■ LISTED RECORDS ■
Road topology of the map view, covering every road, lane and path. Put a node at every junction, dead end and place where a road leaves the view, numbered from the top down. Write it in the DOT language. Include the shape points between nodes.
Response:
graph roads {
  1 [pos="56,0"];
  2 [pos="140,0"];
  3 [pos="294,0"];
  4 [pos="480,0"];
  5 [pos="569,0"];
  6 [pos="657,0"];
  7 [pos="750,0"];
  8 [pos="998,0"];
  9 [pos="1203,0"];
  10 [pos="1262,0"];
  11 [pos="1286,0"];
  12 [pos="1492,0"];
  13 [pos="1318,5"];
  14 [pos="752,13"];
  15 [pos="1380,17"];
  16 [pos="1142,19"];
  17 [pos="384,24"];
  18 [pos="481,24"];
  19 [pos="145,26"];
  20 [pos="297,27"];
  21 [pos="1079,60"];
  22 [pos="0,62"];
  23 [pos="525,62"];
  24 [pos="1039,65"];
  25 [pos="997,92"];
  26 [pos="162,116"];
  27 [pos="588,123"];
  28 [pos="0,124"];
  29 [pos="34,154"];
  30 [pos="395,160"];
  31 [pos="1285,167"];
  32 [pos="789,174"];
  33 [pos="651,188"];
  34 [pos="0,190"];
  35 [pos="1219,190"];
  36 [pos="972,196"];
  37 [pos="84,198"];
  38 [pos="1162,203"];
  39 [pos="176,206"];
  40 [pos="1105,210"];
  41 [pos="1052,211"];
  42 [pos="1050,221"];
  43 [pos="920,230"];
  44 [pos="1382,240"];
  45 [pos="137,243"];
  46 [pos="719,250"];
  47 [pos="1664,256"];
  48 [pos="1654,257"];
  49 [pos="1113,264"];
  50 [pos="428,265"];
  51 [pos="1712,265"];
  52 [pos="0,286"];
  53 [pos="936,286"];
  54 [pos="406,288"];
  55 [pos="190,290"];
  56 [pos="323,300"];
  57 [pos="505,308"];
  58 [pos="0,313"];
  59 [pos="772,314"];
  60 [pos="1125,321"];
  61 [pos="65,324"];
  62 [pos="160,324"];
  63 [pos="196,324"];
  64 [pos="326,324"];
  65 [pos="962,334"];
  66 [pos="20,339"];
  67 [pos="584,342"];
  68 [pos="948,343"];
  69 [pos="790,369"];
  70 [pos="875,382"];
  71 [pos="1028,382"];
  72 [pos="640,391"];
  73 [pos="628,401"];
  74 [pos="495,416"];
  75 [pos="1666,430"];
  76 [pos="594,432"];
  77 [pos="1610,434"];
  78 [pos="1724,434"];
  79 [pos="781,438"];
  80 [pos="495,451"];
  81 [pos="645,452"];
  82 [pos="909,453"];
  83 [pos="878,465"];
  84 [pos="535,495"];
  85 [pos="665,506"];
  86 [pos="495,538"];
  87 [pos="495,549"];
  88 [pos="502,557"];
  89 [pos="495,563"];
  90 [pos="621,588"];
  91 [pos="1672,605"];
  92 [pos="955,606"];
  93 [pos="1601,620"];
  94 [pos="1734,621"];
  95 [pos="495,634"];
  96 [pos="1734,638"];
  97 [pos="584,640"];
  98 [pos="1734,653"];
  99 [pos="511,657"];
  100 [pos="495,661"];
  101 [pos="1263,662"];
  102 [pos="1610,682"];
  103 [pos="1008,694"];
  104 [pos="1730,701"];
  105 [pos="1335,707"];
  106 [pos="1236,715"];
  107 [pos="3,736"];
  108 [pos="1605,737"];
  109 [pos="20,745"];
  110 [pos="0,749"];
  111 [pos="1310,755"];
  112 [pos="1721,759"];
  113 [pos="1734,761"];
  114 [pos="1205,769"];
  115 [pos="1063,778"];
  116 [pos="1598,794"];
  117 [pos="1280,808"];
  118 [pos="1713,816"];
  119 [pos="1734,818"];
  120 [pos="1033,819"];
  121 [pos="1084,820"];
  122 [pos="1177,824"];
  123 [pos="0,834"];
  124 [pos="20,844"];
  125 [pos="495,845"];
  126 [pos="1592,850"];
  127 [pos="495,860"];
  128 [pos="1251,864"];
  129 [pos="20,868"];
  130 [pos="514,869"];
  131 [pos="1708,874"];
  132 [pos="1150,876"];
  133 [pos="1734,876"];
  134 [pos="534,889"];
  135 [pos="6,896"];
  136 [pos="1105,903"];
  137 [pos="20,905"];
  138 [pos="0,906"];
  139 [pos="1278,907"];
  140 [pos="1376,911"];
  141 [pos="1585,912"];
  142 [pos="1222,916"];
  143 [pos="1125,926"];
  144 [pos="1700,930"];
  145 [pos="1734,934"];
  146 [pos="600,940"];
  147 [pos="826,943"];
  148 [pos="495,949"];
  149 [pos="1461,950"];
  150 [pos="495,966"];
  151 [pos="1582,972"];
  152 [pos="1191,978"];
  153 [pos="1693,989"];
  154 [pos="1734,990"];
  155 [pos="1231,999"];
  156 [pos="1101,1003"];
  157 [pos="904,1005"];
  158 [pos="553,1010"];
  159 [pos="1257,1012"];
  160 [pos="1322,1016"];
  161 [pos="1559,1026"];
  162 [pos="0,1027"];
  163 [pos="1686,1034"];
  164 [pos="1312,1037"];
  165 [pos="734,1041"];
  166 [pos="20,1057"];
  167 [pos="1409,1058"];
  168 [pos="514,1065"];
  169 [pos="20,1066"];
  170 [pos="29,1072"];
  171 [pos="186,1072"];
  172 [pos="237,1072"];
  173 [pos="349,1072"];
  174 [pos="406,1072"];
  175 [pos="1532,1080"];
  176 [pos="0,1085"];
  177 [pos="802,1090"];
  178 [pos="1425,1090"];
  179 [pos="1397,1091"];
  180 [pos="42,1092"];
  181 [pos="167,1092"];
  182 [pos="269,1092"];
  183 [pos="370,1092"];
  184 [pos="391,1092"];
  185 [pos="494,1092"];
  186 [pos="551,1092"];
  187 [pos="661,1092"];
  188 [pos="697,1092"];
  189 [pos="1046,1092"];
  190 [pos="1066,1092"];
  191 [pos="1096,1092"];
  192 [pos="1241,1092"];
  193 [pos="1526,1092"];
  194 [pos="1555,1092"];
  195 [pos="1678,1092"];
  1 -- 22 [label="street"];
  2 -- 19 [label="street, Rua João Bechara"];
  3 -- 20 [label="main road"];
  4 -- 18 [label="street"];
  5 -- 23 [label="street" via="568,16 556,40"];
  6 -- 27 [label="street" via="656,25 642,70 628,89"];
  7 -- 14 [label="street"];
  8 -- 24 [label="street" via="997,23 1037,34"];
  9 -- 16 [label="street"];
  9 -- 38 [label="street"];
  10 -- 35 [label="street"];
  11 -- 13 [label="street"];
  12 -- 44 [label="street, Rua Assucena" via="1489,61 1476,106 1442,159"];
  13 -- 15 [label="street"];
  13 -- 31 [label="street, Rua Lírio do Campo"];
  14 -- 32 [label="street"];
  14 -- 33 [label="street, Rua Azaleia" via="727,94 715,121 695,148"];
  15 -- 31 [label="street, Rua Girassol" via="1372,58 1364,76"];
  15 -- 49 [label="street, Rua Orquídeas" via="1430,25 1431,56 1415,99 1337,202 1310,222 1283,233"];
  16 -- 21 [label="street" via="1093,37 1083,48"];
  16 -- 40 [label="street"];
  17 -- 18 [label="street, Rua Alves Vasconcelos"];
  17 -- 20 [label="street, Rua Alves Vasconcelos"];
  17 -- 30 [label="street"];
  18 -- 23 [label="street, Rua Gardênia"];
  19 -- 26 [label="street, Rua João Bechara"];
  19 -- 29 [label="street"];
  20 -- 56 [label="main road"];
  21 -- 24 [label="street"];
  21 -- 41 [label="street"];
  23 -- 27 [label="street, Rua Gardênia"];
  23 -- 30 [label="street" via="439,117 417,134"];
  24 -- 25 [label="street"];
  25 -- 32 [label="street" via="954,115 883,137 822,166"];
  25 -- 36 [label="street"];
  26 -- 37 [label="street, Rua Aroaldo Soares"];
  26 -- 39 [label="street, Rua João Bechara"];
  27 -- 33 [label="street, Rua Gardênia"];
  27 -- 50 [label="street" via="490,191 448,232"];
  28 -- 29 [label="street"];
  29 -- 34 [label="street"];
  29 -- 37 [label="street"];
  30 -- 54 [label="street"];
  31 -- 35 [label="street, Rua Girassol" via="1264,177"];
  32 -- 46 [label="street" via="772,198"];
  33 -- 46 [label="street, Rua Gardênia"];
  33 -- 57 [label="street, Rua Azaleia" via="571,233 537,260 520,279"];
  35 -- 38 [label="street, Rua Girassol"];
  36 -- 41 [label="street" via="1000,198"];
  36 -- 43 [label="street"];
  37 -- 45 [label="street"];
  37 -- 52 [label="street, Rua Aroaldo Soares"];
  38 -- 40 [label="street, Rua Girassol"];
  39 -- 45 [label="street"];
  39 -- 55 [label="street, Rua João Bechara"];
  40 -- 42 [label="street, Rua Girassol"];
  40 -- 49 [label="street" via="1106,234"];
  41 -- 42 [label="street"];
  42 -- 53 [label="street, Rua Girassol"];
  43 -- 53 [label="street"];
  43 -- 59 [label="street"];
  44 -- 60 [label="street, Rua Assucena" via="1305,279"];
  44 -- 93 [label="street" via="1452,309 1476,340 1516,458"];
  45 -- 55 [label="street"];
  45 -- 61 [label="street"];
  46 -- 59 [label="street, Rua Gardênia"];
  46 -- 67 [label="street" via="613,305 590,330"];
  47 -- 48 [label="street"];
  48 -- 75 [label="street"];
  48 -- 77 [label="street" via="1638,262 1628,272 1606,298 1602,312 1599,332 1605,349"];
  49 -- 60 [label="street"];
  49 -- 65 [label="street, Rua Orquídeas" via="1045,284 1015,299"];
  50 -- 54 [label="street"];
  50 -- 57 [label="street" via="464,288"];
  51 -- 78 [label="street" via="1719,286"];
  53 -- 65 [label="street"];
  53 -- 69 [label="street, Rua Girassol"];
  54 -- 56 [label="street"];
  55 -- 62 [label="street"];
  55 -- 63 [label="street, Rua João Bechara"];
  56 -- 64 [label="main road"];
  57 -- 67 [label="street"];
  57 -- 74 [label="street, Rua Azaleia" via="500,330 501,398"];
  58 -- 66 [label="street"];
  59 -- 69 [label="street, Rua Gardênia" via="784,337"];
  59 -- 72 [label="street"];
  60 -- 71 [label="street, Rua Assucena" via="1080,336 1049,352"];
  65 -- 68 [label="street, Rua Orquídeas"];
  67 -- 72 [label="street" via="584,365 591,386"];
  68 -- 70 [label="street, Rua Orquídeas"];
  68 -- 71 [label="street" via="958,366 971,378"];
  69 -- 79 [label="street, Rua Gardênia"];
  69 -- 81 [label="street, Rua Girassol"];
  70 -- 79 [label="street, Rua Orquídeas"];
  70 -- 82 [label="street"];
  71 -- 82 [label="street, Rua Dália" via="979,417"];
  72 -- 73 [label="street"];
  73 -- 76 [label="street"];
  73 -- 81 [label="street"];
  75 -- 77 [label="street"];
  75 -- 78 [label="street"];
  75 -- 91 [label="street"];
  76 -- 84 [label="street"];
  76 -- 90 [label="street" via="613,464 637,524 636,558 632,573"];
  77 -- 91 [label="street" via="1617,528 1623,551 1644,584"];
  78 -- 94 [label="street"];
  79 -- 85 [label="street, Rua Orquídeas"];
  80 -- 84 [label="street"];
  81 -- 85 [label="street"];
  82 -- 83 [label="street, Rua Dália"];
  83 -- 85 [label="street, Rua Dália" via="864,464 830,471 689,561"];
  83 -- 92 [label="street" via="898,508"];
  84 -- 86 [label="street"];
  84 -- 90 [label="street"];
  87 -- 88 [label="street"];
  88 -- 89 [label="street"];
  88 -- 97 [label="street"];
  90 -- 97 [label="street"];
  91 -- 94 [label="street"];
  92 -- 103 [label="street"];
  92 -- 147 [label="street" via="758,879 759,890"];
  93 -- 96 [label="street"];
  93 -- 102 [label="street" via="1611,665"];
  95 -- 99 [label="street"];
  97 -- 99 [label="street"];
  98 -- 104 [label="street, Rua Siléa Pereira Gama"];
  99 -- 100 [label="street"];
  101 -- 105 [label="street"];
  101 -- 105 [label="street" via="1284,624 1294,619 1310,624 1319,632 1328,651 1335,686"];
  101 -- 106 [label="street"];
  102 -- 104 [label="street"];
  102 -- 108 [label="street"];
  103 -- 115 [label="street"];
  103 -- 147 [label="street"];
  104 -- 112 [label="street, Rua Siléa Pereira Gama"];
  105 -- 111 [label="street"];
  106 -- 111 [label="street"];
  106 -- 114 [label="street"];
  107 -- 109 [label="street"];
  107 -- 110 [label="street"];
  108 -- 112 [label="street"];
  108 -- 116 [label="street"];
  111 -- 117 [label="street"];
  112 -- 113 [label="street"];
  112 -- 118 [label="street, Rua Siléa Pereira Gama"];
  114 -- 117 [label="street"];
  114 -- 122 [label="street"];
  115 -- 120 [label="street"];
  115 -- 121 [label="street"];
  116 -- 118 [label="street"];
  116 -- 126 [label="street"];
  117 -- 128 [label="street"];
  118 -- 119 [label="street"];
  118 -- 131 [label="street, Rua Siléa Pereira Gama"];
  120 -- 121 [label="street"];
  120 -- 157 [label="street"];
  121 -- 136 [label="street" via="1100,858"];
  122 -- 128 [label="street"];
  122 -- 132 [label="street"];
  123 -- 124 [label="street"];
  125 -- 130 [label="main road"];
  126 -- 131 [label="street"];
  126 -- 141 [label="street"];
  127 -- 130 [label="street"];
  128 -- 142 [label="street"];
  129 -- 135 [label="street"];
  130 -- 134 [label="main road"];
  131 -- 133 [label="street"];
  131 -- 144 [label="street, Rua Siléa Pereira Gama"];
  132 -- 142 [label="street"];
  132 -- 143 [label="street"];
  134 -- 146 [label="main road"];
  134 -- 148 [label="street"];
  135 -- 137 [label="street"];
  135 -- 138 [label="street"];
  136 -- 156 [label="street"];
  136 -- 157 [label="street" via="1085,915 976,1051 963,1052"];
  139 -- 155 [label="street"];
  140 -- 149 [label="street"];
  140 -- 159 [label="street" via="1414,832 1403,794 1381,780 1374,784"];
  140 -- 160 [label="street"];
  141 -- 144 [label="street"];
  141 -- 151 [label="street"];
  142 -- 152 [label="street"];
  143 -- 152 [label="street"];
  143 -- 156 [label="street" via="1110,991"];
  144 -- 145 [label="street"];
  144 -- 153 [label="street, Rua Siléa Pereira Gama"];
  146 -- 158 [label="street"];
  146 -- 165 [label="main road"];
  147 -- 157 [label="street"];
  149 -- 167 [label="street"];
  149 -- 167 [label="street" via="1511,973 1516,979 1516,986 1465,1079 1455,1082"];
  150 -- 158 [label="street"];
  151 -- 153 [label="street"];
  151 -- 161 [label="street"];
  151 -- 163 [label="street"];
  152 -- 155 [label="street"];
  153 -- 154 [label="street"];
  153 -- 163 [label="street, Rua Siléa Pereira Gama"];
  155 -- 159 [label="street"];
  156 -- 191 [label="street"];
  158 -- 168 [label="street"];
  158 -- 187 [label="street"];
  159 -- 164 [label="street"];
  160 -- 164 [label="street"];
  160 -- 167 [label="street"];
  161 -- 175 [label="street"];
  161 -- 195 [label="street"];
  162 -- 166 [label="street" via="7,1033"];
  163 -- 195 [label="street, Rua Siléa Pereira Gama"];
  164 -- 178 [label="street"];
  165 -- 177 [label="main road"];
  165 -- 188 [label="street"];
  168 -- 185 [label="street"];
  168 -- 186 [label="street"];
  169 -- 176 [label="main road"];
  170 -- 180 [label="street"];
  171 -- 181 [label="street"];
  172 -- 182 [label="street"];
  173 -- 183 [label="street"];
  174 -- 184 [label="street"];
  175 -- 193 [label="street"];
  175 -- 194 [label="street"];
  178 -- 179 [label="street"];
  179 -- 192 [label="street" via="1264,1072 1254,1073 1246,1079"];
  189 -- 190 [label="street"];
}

■ DIRECTIONS ■
The lines above that hold the word "main" need counting; write the count and nothing more.

■ TASK RESULT ■
9